Se produjo un prolongado silencio. Al final, el banquero lo rompió:

—Eso es lo que diré de ti a la comunidad y a los cattaveri.

—Lo diréis porque es así.

—Lo diré, Isacco —dijo Asher Meshullam apretándole un brazo con una mano—, porque así debe ser.

Isacco asintió con la cabeza. El mensaje era claro. Asher Meshullam no había creído una sola palabra de lo que le había contado.

—Que así sea entonces. Amén.

Amen Sela —respondió el banquero, apartó la mano del brazo de Isacco y le sonrió—. Eres el hijo del médico del señor de la isla de Negroponte. Esa es tu garantía aquí.

Isacco inclinó la cabeza en señal de respeto y humildad.

—Que el Santo le bendiga, Asher Meshullam —dijo.

—Aprende a llamarme Anselmo del Banco, como hacen todos aquí —dijo el banquero—. Tú tampoco te llamas Isacco di Negroponte, pero a los venecianos les gustan las mascaradas, recuérdalo.

—No lo olvidaré.

—Busca una casa entre tu gente —prosiguió el banquero—. Hoy en día la mayor parte de los nuestros están en los barrios de Sant’Agostin, de Santa Maria Mater Domini o aquí, en San Polo. Hazme caso, busca una casa entre los tuyos y, dado que eres médico, procura que sea grande. Así serás un gran médico.

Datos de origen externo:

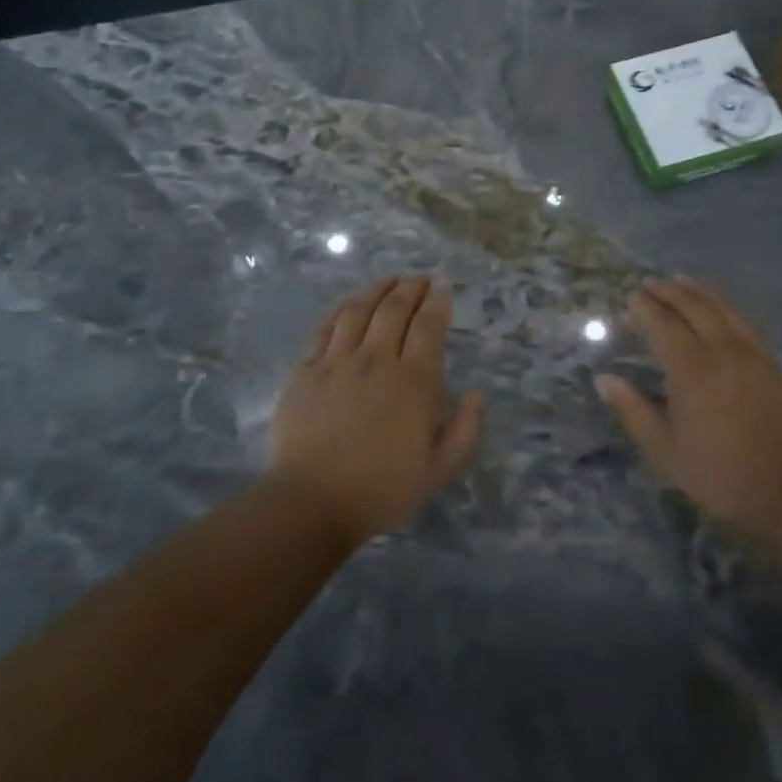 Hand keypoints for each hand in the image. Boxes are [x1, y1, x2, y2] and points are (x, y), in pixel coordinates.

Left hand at [268, 276, 484, 543]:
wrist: (312, 503)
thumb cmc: (382, 490)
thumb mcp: (439, 470)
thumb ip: (465, 430)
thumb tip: (477, 394)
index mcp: (414, 382)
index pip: (428, 326)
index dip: (437, 302)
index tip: (442, 289)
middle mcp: (377, 361)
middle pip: (394, 310)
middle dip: (411, 288)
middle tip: (420, 279)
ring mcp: (337, 362)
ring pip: (359, 311)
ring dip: (377, 290)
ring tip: (389, 281)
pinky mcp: (305, 371)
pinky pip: (326, 328)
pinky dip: (342, 309)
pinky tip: (350, 303)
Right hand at [596, 279, 781, 536]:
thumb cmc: (718, 472)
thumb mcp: (664, 450)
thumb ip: (633, 410)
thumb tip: (604, 380)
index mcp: (691, 368)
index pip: (663, 325)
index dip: (645, 308)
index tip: (631, 298)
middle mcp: (722, 349)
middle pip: (694, 306)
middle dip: (669, 291)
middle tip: (650, 284)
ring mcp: (751, 352)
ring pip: (722, 307)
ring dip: (698, 290)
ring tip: (681, 281)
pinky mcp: (771, 361)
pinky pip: (745, 320)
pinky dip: (726, 305)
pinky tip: (720, 306) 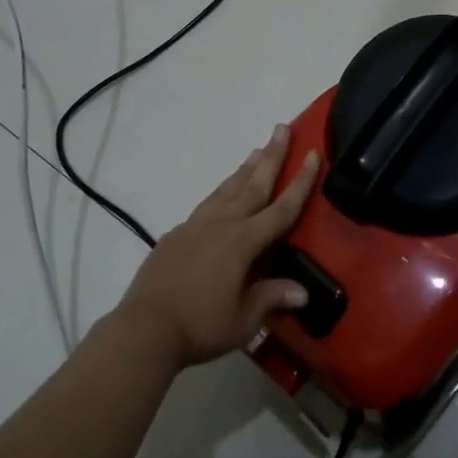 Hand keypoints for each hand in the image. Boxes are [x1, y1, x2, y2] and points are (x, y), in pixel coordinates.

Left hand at [116, 124, 319, 368]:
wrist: (144, 328)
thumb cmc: (200, 325)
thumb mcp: (244, 319)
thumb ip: (271, 298)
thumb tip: (302, 292)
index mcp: (243, 242)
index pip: (281, 209)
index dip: (300, 183)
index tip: (312, 154)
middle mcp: (221, 225)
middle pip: (252, 185)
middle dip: (271, 156)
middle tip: (281, 128)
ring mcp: (195, 227)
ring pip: (226, 190)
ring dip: (244, 170)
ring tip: (255, 151)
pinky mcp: (175, 236)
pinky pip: (205, 206)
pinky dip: (220, 193)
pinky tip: (221, 197) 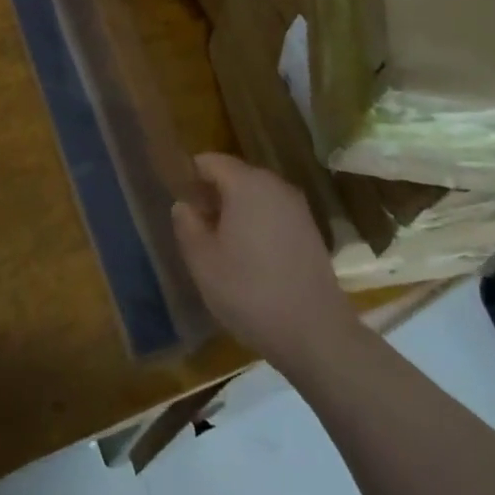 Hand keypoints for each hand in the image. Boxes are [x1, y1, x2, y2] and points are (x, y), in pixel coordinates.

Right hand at [172, 153, 357, 369]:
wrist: (316, 333)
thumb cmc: (250, 292)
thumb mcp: (203, 263)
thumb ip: (187, 226)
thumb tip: (183, 205)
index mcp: (246, 184)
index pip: (210, 161)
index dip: (190, 177)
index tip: (179, 202)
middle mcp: (275, 186)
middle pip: (235, 175)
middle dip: (213, 194)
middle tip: (195, 226)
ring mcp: (298, 207)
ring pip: (256, 195)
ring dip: (236, 210)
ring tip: (220, 244)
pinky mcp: (311, 230)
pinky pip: (274, 213)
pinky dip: (257, 223)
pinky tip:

También a nosotros nos gustan las mascaradas.

—Gracias… Anselmo.

—Y ahora enséñame las piedras de las que me hablabas en tu mensaje y veré cuánto te puedo dar —dijo Anselmo del Banco, y entornó los ojos suspirando, como si lo afligiese una pena—. Aunque, por desgracia, tengo que decirte que son tiempos duros…

Isacco pensó que hacer negocios con un banquero tenía su precio. Dejó sobre la mesa dos esmeraldas, dos rubíes y el diamante.

—Viéndolas así no lo parece, pero me ha pesado mucho traer hasta aquí esas piedras, créame.

—Te creo, Isacco di Negroponte. —Anselmo del Banco lo miró con una amplia sonrisa, casi infantil—. ¿Por qué crees que dicen que a los judíos nos dan siempre por el culo? —Soltó una carcajada.